Opinion
Case No. 04-20195-13.
January 26, 2005
MEMORANDUM DECISION
The debtor, Cynthia L. Henderson-Taylor, appears by her attorney, David A. Reed, Kansas City, Kansas. The Missouri Department of Revenue appears by its attorney, Phyllis Schauffler, Special Assistant Attorney General, Jefferson City, Missouri. William H. Griffin, the Chapter 13 Trustee, also appears.
This matter comes before the Court on the Chapter 13 Trustee's objection (Doc. #22) to a proof of claim filed by the Missouri Department of Revenue ("MDOR"). The parties have agreed to submit the issue for the Court's consideration upon briefs and without an evidentiary hearing. The Court has reviewed the legal briefs filed by the parties, as well as the associated facts and pertinent law, and is ready to rule. The Court finds that this proceeding is core under 28 U.S.C. § 157 and that the Court has jurisdiction under 28 U.S.C. § 1334.

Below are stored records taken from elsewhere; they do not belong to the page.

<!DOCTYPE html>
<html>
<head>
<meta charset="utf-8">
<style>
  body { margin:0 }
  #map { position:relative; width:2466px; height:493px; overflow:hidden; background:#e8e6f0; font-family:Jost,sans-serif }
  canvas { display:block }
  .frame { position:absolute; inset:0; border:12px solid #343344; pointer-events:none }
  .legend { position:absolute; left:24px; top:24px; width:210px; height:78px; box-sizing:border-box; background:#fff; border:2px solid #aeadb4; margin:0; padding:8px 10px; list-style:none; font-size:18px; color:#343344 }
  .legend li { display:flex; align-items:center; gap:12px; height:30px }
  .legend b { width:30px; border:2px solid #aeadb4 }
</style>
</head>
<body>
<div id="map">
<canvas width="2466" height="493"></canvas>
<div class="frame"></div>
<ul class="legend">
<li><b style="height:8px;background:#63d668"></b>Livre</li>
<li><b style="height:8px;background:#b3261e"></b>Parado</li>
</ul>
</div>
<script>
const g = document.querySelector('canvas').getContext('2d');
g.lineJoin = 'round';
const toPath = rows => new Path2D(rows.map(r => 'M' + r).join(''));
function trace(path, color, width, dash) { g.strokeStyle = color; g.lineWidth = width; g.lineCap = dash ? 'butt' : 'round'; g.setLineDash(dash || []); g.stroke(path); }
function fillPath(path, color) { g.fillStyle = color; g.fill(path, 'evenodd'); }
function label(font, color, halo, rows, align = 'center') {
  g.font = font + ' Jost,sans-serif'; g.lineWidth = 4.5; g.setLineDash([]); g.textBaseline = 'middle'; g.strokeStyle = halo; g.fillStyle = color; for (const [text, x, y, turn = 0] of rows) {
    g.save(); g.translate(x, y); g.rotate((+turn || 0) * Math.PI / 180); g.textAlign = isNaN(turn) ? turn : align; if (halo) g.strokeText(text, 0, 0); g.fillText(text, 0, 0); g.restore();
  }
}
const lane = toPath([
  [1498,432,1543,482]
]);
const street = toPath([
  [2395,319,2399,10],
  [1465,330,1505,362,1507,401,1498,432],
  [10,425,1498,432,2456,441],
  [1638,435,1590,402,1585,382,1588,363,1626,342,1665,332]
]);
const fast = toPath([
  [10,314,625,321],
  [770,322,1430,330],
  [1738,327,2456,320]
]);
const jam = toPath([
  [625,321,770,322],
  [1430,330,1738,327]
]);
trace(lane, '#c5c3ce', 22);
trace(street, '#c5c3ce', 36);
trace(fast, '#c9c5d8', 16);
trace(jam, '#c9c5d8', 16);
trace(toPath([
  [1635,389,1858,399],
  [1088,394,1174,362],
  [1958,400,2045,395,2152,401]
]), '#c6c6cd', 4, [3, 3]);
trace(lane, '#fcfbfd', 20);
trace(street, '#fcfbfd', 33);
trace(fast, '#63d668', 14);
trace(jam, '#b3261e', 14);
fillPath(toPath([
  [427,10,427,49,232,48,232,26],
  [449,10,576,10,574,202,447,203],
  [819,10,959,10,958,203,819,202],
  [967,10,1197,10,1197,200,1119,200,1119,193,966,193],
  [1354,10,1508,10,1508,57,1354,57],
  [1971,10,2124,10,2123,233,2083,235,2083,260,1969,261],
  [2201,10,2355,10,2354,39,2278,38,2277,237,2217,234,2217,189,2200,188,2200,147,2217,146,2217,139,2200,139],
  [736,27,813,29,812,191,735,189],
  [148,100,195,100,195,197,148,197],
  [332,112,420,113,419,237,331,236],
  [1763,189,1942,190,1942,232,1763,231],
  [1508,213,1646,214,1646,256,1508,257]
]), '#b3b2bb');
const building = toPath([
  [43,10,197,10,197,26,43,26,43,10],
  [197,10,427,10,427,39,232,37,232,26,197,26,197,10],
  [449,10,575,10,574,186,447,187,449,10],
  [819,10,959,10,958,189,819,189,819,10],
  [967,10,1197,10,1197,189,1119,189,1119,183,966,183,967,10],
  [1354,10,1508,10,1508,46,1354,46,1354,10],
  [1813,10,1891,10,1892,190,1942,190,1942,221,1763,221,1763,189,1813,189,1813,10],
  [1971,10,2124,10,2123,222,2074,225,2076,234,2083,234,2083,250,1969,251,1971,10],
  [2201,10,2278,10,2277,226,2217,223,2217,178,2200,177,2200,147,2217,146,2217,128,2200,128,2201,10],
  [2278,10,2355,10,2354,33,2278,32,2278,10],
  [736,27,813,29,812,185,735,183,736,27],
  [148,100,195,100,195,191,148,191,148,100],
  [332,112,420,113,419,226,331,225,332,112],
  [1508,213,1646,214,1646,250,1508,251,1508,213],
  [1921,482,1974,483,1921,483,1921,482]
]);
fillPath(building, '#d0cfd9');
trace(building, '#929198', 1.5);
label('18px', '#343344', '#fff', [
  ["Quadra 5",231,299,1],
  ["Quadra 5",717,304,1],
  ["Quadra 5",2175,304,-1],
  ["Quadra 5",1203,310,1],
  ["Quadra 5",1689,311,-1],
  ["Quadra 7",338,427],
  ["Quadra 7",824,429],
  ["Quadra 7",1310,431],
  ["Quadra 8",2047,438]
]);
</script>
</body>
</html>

Discussion and Legal Conclusions
The MDOR timely filed a proof of claim asserting a sales tax liability in the amount of $1,075.13 and asserting that this tax is entitled to priority classification under § 507(a)(8)(C) (traditionally referred to as the "Trust Fund" priority tax classification). However, in its subsequent brief, the MDOR argues that the sales tax associated with the purchase of the debtor's vehicle is an excise tax as contemplated under § 507(a)(8)(E). The MDOR tax claim arises from the debtor's purchase of an automobile in which the seller did not withhold sales tax. In these circumstances, it was incumbent upon the debtor to submit the sales tax payment associated with the transfer to the Missouri Department of Revenue.

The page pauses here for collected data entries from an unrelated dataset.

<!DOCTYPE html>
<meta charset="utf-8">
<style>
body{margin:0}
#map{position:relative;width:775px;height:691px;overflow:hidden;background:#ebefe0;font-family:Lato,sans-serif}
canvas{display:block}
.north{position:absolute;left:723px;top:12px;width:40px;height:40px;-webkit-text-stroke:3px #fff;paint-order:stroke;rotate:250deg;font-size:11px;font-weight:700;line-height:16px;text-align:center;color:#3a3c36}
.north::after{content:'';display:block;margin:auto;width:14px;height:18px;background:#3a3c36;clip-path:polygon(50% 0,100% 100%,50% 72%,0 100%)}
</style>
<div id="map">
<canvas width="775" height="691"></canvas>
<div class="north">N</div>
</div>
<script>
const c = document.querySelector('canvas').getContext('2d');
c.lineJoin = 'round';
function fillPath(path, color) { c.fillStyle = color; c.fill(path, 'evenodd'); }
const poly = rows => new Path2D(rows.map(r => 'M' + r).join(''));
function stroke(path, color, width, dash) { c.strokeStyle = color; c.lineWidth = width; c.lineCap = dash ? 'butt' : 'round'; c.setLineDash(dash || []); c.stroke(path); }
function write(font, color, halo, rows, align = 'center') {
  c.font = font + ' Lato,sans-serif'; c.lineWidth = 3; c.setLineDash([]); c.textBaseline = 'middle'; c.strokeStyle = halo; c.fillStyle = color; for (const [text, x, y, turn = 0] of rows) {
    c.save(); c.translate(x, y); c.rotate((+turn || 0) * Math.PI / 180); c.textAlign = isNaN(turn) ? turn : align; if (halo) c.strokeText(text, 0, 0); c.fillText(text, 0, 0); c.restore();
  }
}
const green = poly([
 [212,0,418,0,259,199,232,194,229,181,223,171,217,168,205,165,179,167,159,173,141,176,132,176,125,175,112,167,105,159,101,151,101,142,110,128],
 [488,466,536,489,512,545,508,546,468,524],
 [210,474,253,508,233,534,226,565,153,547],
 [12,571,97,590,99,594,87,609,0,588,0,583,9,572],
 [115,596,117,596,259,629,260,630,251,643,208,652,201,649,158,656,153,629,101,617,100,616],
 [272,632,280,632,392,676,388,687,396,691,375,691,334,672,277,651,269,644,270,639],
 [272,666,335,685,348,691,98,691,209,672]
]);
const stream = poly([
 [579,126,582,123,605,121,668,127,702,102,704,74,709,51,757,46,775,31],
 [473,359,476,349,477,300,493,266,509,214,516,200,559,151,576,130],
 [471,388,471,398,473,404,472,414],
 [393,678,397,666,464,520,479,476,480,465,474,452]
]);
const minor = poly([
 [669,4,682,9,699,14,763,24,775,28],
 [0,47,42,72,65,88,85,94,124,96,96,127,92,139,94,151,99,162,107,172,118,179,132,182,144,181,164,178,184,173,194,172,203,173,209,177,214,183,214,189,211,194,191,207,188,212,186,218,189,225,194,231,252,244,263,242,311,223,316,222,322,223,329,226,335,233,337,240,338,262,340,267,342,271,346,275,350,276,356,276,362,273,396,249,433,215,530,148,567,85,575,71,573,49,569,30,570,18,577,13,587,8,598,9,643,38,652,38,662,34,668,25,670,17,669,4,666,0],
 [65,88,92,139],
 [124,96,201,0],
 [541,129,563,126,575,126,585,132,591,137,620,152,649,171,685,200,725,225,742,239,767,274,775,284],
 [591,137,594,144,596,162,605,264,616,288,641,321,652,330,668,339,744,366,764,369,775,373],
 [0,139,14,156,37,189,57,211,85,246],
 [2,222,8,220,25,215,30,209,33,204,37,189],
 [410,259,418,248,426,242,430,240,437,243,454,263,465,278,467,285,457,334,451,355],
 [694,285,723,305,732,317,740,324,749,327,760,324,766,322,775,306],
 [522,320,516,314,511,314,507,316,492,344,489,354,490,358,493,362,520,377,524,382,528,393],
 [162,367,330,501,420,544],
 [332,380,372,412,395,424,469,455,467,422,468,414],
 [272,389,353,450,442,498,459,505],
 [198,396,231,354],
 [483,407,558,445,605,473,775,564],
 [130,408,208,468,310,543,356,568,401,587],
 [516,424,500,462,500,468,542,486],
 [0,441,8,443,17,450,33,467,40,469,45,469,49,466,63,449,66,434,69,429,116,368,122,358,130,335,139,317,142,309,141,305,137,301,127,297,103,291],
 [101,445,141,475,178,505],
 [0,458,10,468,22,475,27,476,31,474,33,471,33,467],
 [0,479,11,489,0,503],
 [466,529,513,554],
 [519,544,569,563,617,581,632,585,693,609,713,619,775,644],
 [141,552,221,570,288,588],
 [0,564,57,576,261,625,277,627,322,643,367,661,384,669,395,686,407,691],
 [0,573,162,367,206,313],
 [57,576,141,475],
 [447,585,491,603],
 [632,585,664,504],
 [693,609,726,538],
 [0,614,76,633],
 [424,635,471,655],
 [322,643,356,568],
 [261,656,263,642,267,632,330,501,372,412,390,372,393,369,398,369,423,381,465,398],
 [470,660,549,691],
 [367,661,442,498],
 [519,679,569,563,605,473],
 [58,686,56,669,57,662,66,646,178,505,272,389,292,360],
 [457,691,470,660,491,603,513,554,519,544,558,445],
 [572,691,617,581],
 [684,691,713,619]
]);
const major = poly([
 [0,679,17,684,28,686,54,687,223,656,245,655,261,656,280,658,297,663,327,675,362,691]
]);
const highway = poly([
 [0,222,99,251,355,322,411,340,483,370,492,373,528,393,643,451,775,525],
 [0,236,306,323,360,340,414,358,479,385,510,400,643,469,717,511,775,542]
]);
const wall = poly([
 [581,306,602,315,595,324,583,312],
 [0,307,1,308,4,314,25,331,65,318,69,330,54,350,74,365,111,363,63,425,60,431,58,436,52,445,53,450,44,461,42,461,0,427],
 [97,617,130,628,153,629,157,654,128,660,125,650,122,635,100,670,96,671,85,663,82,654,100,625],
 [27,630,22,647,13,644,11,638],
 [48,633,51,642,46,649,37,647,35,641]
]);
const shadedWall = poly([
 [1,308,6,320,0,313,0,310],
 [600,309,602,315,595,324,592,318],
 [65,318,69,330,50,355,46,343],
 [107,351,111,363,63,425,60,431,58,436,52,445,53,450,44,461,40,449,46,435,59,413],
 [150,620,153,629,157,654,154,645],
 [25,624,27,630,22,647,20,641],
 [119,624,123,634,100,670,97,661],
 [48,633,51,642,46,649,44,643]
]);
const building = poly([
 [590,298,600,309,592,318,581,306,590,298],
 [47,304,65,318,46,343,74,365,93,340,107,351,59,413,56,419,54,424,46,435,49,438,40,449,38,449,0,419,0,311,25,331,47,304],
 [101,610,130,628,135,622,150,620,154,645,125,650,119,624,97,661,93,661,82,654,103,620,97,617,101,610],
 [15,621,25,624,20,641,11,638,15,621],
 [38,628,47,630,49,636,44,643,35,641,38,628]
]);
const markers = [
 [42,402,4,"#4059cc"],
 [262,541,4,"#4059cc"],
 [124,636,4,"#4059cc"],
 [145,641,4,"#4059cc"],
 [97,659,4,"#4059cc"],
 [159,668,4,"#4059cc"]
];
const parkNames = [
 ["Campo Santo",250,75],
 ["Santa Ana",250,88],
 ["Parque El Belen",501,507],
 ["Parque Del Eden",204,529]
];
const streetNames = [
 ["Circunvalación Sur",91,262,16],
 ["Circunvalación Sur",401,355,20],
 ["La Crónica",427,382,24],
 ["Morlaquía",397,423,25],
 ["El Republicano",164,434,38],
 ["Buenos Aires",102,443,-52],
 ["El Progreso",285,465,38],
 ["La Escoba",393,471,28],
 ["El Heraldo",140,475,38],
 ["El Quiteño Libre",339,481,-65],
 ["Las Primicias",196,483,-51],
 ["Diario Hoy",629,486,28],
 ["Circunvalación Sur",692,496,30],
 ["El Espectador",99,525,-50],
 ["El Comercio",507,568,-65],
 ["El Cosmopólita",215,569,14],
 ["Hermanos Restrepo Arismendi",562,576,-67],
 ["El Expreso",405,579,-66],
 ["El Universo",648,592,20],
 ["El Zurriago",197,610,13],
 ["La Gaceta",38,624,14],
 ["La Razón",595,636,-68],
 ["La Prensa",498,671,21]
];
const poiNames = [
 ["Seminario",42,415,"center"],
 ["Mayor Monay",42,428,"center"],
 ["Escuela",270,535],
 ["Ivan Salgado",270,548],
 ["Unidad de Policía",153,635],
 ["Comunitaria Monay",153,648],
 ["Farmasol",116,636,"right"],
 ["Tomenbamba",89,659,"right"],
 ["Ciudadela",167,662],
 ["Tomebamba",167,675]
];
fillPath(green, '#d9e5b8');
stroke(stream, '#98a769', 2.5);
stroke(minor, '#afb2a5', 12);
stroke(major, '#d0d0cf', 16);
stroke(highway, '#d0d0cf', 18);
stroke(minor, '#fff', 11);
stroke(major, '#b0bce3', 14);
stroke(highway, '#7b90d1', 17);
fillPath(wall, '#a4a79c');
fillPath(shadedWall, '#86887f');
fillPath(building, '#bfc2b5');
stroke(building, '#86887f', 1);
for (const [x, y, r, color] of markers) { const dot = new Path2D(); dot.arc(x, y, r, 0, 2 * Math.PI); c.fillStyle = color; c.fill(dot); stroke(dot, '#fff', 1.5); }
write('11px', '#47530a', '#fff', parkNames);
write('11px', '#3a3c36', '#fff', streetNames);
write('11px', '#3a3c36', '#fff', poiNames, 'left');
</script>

State sales taxes withheld by a debtor and collected from third parties for submission to a taxing entity are traditionally classified as Trust Fund liabilities under § 507(a)(8)(C). In addition, sales taxes may be considered excise taxes entitled to claim priority status under § 507(a)(8)(E). With regard to this duality, it has been commented that "[i]f a tax claim fits within both categories, it will be entitled to priority under both categories." The benefit to classification of a tax liability as a Trust Fund tax is that there is no time limit applicable to the tax's classification as a priority claim under § 507(a)(8). In contrast, the excise tax liability generally entails a three-year trigger point from the date of the transaction or the due date of any return associated with the transaction.
See, e.g., In re Shank, 792 F.2d 829 (9th Cir. 1986).
See 4 COLLIER ON BANKRUPTCY ¶ 507.10[4] (15th ed. rev. 2004).
In this debtor's circumstances, the purchase date of the vehicle that triggered the sales tax was less than three years prior to the filing of the bankruptcy petition. The sales tax associated with the debtor's purchase of her motor vehicle is not a Trust Fund tax since the debtor did not withhold or collect the tax from third parties on behalf of the MDOR. However, the sales tax remains an excise tax and is thus entitled to priority classification under § 507(a)(8)(B) as such.
The Chapter 13 trustee's objection to the MDOR's proof of claim is overruled and the MDOR tax claim is allowed as an unsecured priority claim in the amount of $1,075.13.
The foregoing discussion shall constitute findings of fact and conclusions of law under Fed.R.Bankr.P. 7052 and Fed.R.Civ.P. 52(a). A judgment reflecting this ruling will be entered on a separate document in compliance with Fed.R.Bankr.P. 9021 and Fed.R.Civ.P. 58.